Dementia has received a lot of publicity lately and rightly so. It is important to get early diagnosis because there are treatments available which will not cure the disease but will make it better or slow down the deterioration. At times, medications may ease patient's anxiety, anger, outbursts and improve daily functioning. Some patients know that they have a problem but avoid talking about it because they feel they might get stigmatised. "Are you saying I am going doolally doctor?" - I hear frequently. I spent hours explaining that dementia is a medical condition, just like any other, which needs timely diagnosis to ensure the best chances of treatment.

Having the correct diagnosis also helps to prepare for the future.Getting a specialist evaluation and/or working with a trusted group of professionals can be priceless. With the right treatment people with dementia are likely to continue living independent lives for longer. However in some dementia will progress faster than in others and times will come when the person with dementia will not be able to make important decisions regarding their health, finances, wills, and preferences in care. Having the diagnosis and understanding of the trajectory or the speed of this medical condition can aid patients and caregivers to plan for the future.

But let's go back to Sylvia's question. Why Mary became confused? 25% of hospital beds are occupied by patients with dementia, many of them get diagnosis of dementia during the admission for other medical problems. That is because patients with dementia are more likely to develop condition called delirium, compared to patients without dementia, when they develop acute illnesses such as bladder infection, pneumonia, stroke, heart attack and many others. In fact, in some patients, just the change of environment and admission to a busy hospital ward is enough to precipitate delirium. Delirium is an acute confusion superimposed on the process of gradual intellectual deterioration. It is a sudden development of dramatic changes including confusion, hallucinations, fluctuating alterations in the degree of alertness. It is delirium which makes the background "little memory trouble" much worse and it becomes obvious to everyone that the problem is much bigger than previously thought. The degree of underlying, sometimes still undiagnosed dementia will determine the severity of delirium. The more severe dementia the worst the recovery from delirium.

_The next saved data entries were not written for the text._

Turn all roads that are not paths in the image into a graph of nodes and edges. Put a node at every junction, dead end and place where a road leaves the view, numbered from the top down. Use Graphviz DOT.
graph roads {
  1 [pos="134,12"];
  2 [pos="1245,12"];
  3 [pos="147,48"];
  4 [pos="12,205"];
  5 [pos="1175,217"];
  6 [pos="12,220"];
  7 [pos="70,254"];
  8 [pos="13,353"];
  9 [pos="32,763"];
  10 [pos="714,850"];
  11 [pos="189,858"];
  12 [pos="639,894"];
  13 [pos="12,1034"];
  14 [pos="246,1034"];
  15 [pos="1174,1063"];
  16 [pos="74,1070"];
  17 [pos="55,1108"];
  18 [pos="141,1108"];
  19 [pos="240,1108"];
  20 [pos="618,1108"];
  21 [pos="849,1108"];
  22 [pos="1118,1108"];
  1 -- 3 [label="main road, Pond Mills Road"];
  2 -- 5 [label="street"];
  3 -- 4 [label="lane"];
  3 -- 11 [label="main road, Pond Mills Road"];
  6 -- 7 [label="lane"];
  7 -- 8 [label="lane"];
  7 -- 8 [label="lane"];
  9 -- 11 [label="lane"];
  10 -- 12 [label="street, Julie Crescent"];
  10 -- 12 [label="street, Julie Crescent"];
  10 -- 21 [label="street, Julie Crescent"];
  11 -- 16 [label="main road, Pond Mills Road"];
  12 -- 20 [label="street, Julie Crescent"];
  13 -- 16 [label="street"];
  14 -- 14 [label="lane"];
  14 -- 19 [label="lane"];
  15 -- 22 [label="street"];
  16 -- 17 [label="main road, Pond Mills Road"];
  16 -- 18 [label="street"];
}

So what Sylvia and doctors can do to help Mary? Unfortunately there is no treatment for delirium. The care for delirium is centred on preventing it or treating an underlying acute condition, ensuring patient is adequately hydrated and not in pain. But by far the most important part of care is creating a calm homely and familiar environment around the patient. I advise the friends and relatives to bring to hospital family photos, a large clock or a wrist watch to orientate patients, and spend time talking to them. Glasses, dentures, hearing aids are all important too. The chances of recovery are much better if patients are discharged to their own home sooner as it is difficult to find a "calm" place in an acute hospital setting, and early discharges should be facilitated if it is safe to do so.

Sylvia's mother was discharged home 10 days later after completing treatment for her bladder infection and a period of rehabilitation. Her MMSE was 18 out of 30 on the day of the discharge. We organised carers' support during the day and Sylvia stayed with her mother during the night and weekends. When I saw them in clinic 2 months later Mary's MMSE was 25 out of 30 - a great improvement in a calm and happy home. Mary was content with the new diagnosis of dementia. She is back to living an independent live with visits from her carers and her daughter and will come to see me in a year's time for a routine check up.